= Work required =
Your task is to copy every line below that contains the word "image".

= Task material =
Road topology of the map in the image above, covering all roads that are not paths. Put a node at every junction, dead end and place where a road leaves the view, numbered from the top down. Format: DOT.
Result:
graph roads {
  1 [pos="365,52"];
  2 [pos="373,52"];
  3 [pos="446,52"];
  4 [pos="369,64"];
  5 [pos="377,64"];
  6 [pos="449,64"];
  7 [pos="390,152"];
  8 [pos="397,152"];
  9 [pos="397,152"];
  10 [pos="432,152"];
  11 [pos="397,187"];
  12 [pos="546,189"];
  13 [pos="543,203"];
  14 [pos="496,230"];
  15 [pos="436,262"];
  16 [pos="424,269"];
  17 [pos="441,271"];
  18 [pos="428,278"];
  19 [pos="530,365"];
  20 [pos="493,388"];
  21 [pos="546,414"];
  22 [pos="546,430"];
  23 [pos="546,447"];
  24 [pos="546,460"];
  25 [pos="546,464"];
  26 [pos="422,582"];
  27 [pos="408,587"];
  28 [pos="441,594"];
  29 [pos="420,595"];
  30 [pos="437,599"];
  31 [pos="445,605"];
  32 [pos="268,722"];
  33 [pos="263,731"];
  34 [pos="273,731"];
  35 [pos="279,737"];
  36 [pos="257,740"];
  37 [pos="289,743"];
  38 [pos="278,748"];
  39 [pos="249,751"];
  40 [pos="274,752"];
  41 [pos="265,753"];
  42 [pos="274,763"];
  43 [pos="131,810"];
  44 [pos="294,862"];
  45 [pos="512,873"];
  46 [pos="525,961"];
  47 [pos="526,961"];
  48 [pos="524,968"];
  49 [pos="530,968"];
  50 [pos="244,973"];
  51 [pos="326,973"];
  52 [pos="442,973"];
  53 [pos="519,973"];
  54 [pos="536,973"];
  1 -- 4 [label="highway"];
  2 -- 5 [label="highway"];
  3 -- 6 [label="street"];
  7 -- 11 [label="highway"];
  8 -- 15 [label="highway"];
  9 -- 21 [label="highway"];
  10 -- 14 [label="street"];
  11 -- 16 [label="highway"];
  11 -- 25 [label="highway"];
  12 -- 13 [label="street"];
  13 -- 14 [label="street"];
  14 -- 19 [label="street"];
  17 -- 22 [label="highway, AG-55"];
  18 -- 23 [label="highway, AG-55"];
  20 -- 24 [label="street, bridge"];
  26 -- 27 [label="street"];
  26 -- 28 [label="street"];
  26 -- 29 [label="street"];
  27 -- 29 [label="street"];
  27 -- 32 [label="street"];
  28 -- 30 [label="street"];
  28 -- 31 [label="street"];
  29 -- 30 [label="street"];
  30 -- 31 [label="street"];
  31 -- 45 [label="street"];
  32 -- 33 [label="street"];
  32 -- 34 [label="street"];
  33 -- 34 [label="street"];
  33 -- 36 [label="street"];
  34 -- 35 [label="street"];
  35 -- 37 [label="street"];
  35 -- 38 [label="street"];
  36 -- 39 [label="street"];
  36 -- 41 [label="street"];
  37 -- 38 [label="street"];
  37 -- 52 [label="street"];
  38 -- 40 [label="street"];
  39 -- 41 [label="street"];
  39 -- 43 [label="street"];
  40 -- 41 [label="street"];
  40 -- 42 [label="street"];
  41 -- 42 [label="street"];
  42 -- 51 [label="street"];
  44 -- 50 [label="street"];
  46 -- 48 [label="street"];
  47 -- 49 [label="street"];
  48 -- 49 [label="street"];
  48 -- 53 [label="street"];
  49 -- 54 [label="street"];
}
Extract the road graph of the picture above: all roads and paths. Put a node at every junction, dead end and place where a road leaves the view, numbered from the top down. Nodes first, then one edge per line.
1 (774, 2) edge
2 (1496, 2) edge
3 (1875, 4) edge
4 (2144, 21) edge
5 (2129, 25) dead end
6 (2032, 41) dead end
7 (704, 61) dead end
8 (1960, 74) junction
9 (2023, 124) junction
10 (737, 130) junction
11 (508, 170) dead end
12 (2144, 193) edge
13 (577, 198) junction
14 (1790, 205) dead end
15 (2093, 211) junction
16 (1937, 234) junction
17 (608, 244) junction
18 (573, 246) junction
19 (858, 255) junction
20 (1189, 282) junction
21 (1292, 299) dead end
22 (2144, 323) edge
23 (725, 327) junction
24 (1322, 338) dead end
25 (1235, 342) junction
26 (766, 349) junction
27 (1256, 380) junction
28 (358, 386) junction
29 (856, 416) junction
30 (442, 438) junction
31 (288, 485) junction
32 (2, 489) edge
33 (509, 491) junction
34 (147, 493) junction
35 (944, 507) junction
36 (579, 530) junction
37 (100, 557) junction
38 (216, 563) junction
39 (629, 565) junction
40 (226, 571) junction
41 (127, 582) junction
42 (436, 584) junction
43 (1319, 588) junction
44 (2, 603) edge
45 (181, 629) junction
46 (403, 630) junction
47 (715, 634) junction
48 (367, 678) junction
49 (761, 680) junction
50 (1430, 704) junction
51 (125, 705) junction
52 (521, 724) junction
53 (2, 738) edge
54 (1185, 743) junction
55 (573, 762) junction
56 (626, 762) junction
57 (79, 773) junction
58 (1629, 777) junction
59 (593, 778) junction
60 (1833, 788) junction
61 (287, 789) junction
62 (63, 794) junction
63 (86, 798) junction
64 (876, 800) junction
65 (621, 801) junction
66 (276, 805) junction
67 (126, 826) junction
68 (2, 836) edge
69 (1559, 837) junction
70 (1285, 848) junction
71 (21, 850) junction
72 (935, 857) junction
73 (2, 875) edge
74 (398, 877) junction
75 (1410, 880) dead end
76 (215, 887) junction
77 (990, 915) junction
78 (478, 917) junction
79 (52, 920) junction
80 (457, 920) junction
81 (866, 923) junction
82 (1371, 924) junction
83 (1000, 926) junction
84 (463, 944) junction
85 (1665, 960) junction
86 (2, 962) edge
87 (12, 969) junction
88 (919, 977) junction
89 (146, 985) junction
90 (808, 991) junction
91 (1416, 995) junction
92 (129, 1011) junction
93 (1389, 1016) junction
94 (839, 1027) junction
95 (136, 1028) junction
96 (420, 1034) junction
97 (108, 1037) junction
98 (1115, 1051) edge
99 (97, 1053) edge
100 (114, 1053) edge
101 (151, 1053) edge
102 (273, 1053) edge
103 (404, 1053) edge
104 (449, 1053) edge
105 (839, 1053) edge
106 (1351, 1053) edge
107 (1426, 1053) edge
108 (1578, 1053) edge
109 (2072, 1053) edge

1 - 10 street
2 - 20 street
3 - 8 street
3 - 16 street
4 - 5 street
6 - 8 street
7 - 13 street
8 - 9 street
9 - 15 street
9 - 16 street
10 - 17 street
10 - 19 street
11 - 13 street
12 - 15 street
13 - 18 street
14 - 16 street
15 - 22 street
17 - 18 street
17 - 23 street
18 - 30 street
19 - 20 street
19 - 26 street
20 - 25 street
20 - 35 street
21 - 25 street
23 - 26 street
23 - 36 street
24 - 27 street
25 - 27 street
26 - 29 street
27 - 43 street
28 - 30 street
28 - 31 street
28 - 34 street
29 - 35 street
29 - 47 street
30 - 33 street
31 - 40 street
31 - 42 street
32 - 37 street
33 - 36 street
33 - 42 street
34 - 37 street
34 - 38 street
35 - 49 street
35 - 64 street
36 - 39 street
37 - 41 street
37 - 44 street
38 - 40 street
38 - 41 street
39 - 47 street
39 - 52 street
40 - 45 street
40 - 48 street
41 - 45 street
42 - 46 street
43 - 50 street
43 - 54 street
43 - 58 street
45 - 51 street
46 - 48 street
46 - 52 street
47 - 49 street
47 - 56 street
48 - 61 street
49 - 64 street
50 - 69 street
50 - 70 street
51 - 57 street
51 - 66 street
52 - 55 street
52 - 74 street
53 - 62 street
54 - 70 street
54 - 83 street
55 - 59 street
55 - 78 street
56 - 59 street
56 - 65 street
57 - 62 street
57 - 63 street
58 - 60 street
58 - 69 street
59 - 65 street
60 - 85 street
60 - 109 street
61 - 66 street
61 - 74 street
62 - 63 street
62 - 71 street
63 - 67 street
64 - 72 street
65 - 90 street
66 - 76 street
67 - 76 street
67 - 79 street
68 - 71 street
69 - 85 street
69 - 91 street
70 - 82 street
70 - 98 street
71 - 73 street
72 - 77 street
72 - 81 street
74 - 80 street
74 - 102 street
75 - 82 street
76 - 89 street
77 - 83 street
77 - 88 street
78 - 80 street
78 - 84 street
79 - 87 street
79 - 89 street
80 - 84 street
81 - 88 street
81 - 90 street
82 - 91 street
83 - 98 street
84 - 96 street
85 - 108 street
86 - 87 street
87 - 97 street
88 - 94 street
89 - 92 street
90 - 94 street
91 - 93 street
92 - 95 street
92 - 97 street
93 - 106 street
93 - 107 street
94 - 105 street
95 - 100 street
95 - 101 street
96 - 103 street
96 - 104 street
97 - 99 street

==

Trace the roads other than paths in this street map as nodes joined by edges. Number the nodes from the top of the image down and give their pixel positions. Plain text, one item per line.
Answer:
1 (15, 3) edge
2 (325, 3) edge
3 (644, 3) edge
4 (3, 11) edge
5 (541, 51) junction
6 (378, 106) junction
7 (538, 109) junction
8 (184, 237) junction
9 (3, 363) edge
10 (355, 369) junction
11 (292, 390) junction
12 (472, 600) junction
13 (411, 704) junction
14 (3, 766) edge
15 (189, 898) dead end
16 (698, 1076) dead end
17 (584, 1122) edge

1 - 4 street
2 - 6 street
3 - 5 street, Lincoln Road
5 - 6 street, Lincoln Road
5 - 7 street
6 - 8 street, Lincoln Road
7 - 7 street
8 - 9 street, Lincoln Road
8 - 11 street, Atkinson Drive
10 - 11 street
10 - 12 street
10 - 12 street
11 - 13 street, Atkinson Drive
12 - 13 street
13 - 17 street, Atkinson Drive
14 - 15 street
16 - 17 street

==

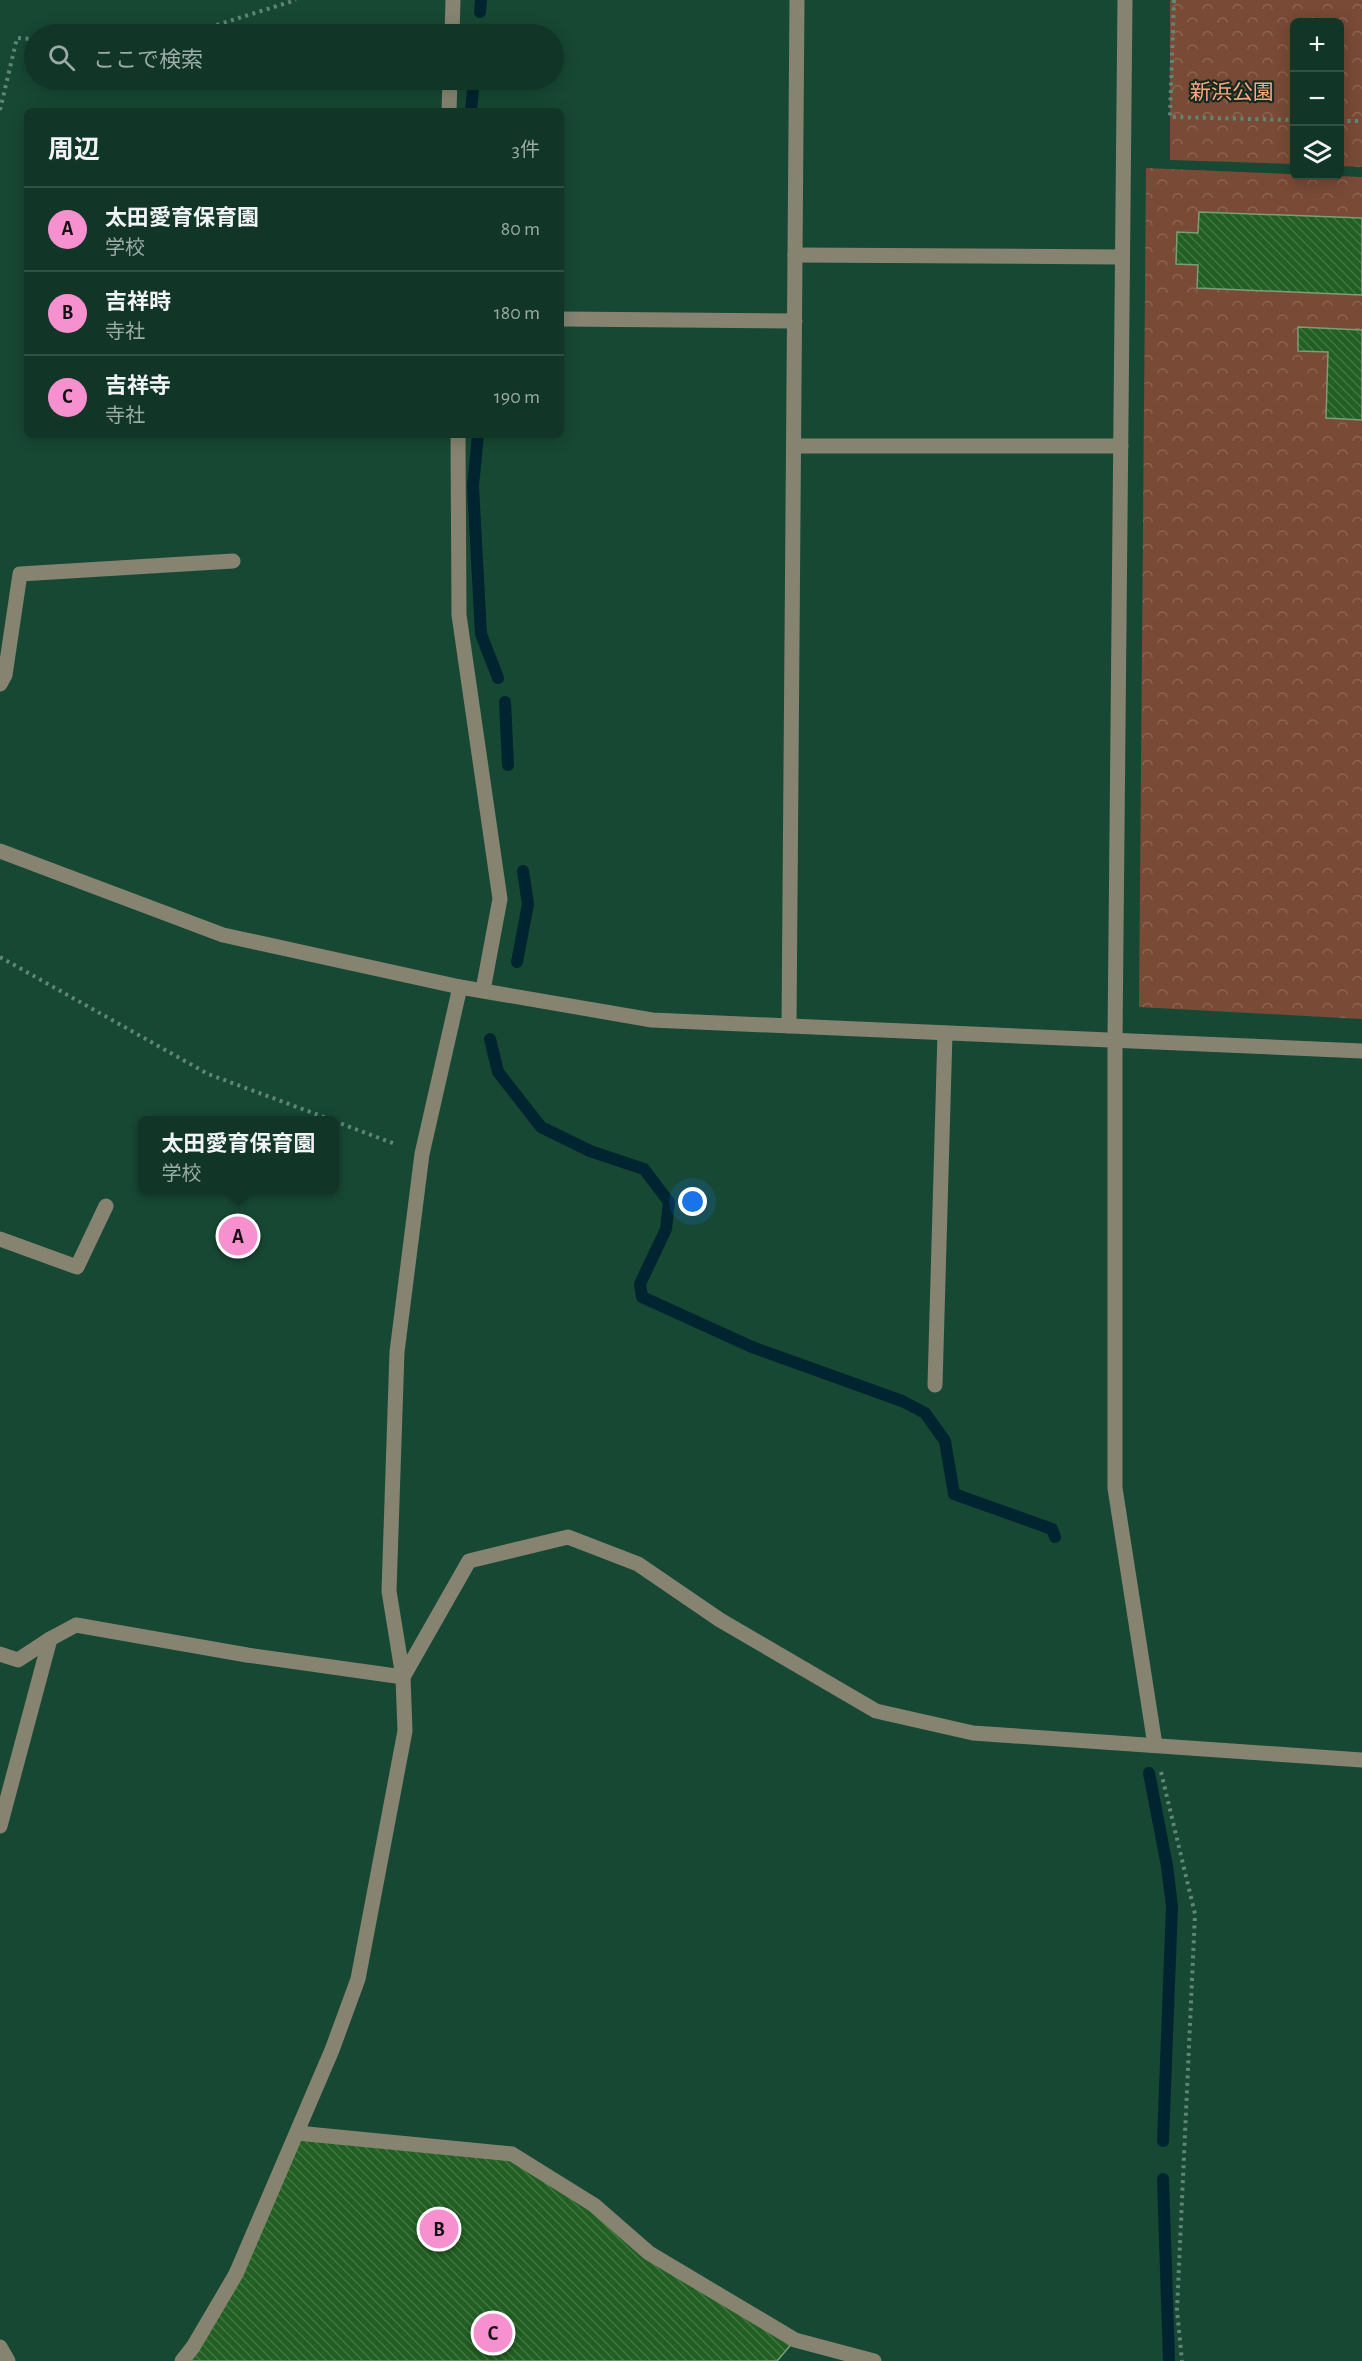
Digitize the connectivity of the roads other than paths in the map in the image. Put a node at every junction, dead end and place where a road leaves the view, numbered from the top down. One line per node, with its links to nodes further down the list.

= Response to the task =
Road topology of the map in the image above, covering all roads that are not paths. Put a node at every junction, dead end and place where a road leaves the view, numbered from the top down. Format: DOT.
Trace the roads other than paths in this street map as nodes joined by edges. Number the nodes from the top of the image down and give their pixel positions. Plain text, one item per line.
Digitize the connectivity of the roads other than paths in the map in the image. Put a node at every junction, dead end and place where a road leaves the view, numbered from the top down. One line per node, with its links to nodes further down the list.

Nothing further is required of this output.